» WORK REQUIRED
What you return should be the lines of the data containing "small", each in full.

Dataset entries
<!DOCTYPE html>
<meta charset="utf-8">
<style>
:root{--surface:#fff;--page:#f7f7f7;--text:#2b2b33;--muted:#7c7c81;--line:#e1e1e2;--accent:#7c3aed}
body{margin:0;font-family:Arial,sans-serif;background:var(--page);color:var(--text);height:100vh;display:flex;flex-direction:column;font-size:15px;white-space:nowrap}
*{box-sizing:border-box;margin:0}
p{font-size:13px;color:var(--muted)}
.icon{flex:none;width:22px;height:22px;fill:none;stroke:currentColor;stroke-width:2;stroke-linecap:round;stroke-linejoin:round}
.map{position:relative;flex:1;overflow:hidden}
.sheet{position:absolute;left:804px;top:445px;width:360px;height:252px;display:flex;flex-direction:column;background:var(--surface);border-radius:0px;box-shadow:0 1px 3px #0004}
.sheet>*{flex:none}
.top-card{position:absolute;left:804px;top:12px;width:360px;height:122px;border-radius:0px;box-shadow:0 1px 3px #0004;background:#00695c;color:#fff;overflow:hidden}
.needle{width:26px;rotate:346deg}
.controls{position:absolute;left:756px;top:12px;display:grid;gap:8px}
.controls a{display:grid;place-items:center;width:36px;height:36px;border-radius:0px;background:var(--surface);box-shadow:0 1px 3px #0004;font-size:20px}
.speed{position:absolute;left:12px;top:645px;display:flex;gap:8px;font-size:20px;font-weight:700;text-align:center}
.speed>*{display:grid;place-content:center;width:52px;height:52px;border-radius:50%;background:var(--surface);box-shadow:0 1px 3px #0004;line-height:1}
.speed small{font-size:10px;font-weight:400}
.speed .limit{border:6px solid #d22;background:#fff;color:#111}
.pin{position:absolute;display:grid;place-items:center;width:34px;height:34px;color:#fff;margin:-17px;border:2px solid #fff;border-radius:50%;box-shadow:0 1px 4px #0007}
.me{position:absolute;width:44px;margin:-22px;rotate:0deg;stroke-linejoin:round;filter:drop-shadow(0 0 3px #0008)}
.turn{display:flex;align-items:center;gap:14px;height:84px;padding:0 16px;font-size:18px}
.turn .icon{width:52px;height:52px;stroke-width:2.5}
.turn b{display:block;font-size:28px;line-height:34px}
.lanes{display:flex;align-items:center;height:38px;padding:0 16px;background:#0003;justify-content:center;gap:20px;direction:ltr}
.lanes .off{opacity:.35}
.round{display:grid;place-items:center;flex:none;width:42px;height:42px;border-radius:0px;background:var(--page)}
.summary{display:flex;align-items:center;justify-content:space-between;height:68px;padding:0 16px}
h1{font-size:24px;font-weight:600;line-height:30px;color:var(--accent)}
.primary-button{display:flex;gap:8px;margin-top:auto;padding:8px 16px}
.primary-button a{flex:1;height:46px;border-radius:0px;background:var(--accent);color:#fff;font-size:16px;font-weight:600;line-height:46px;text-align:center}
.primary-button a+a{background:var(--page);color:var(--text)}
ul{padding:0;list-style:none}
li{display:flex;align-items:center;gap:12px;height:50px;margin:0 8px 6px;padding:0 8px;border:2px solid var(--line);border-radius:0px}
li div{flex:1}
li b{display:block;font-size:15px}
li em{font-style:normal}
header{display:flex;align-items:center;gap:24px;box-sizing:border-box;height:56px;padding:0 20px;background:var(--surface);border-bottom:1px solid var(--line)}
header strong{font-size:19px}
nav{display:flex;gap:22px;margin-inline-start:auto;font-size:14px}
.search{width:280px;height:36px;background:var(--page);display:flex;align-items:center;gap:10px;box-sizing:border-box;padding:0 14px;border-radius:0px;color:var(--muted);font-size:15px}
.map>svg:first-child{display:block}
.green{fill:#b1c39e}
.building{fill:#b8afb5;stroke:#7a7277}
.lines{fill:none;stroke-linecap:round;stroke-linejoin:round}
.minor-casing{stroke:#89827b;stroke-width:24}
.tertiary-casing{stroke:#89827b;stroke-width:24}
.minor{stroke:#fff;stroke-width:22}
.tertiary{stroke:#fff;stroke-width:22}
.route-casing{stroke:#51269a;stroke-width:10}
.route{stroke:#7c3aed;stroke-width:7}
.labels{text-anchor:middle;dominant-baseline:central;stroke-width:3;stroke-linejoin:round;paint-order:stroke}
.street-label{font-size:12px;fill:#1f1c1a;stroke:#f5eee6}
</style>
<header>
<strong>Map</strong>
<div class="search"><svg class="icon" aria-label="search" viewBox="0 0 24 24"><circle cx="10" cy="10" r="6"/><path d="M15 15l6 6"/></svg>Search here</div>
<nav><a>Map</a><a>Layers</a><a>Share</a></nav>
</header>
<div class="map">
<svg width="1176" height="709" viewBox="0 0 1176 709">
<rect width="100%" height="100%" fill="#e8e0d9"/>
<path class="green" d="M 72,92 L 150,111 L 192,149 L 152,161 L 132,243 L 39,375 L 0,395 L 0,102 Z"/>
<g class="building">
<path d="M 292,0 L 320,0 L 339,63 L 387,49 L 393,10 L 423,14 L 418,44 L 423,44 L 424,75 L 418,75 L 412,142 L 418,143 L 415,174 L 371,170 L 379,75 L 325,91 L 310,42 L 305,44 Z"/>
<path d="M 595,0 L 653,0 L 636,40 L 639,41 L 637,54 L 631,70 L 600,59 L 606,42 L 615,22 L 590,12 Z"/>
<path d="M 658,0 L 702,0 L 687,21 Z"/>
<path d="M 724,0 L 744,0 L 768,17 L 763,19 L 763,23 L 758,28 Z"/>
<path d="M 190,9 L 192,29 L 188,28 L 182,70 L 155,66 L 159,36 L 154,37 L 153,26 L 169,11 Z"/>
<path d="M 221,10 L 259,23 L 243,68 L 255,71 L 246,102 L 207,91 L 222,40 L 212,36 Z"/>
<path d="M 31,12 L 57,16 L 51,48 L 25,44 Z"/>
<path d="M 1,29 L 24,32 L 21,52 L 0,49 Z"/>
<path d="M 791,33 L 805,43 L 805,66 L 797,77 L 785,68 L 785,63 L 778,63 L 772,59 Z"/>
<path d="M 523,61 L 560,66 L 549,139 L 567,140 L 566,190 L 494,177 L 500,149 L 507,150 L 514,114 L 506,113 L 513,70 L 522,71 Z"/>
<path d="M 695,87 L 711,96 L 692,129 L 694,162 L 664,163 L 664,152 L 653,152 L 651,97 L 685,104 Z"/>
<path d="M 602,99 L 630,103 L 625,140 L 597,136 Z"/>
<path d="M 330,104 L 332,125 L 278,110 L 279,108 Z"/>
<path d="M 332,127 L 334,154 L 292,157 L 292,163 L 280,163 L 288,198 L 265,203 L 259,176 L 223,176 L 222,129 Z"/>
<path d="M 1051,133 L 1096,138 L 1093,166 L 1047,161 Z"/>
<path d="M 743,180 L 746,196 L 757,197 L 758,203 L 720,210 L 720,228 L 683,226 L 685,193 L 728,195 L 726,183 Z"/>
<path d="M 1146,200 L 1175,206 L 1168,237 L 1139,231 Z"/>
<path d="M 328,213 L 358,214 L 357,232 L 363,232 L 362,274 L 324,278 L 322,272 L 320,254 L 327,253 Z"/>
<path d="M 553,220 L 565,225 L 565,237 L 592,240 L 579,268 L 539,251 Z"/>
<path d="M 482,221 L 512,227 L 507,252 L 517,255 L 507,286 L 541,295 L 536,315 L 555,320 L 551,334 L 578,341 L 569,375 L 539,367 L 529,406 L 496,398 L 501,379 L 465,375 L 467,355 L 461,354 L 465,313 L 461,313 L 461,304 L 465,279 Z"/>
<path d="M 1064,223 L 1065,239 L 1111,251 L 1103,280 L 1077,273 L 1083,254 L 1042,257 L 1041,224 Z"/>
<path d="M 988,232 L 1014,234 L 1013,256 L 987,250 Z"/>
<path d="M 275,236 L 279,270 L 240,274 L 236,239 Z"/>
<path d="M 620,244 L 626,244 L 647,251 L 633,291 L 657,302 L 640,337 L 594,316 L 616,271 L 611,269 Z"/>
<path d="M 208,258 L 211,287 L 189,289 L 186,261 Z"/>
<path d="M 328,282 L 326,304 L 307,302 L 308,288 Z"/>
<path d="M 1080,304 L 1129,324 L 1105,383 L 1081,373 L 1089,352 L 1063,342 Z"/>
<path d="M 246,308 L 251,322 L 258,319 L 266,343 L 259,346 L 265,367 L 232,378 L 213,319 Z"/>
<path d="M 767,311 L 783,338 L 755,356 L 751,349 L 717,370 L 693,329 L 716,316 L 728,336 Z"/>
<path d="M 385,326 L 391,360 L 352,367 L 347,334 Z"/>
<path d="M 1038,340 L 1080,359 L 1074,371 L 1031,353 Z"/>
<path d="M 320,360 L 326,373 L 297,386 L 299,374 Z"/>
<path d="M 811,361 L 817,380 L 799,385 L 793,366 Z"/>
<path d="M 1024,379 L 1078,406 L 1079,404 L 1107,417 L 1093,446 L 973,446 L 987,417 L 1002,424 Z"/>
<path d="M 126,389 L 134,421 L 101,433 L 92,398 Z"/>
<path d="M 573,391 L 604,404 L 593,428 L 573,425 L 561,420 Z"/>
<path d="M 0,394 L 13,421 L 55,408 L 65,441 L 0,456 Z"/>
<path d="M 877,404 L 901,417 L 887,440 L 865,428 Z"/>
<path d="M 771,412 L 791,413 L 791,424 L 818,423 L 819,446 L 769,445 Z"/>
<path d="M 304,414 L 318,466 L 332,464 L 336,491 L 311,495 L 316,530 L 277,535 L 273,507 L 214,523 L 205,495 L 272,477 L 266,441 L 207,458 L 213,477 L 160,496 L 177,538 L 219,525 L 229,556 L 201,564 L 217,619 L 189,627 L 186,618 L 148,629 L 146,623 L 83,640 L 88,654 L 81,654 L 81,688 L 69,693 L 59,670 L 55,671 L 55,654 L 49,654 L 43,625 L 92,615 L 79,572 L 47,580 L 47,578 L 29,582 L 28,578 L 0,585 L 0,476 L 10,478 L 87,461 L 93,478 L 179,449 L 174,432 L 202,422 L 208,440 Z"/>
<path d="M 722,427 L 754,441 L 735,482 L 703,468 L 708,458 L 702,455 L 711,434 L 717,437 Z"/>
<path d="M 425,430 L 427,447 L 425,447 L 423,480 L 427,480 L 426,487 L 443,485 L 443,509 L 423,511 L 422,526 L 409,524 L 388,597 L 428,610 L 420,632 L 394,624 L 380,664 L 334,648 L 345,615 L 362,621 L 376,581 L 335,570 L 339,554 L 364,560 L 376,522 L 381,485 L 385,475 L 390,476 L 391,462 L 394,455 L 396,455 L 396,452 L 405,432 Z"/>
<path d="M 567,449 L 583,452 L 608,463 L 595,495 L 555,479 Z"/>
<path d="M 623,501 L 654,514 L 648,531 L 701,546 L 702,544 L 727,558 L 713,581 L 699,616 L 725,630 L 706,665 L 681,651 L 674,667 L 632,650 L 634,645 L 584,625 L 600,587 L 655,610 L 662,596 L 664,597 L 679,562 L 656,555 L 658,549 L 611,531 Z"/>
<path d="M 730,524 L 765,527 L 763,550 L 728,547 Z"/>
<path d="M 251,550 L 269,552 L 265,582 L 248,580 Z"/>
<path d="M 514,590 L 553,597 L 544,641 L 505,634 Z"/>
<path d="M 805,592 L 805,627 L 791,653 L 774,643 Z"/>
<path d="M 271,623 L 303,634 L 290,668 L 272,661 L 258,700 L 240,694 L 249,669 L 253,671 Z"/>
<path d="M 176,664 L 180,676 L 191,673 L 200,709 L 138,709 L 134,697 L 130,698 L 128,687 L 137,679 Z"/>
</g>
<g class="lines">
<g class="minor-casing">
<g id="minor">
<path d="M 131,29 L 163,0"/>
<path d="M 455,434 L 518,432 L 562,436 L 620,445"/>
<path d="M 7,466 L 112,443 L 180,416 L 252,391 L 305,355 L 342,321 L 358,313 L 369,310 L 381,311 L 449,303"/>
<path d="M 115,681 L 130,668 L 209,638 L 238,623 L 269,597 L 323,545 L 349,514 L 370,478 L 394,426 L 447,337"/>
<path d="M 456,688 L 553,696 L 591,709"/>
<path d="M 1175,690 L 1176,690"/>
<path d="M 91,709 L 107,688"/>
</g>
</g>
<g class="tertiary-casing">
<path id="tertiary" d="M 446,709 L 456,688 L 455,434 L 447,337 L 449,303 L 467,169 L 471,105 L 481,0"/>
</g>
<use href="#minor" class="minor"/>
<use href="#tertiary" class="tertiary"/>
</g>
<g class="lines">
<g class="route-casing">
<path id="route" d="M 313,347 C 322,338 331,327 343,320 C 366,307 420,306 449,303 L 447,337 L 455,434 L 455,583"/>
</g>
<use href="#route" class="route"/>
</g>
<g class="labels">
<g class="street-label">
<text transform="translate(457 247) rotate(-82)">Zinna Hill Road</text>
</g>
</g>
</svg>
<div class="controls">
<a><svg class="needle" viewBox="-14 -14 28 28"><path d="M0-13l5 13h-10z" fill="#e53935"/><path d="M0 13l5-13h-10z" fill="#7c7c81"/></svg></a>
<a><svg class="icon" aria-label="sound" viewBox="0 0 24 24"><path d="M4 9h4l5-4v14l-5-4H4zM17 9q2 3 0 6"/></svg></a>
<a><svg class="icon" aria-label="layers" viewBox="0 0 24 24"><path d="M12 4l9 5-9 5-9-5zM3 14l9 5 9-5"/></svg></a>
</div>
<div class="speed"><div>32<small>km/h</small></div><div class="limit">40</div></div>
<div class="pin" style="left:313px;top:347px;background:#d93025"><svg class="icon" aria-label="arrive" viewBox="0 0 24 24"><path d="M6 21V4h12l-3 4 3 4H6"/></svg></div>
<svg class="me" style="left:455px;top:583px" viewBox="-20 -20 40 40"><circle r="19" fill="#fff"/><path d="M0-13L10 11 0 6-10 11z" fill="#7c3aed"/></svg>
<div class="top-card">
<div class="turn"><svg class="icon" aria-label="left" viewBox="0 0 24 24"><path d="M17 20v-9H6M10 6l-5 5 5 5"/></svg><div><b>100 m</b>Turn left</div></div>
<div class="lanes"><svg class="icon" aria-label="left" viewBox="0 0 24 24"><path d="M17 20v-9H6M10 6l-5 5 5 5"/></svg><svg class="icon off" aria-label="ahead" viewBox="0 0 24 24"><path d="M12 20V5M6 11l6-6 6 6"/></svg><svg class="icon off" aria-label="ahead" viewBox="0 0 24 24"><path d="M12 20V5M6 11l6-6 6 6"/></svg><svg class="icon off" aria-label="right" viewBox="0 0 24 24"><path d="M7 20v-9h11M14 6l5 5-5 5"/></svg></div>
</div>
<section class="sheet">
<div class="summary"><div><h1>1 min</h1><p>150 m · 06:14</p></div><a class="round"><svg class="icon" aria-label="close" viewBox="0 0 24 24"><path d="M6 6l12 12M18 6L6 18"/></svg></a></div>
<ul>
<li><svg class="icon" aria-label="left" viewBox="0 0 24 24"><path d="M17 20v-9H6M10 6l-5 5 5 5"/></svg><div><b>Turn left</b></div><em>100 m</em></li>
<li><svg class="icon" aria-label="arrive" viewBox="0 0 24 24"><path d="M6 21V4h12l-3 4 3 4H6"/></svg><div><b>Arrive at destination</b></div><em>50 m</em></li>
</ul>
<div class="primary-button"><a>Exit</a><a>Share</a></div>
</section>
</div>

» COMPLETED TASK
.speed small{font-size:10px;font-weight:400}
<div class="speed"><div>32<small>km/h</small></div><div class="limit">40</div></div>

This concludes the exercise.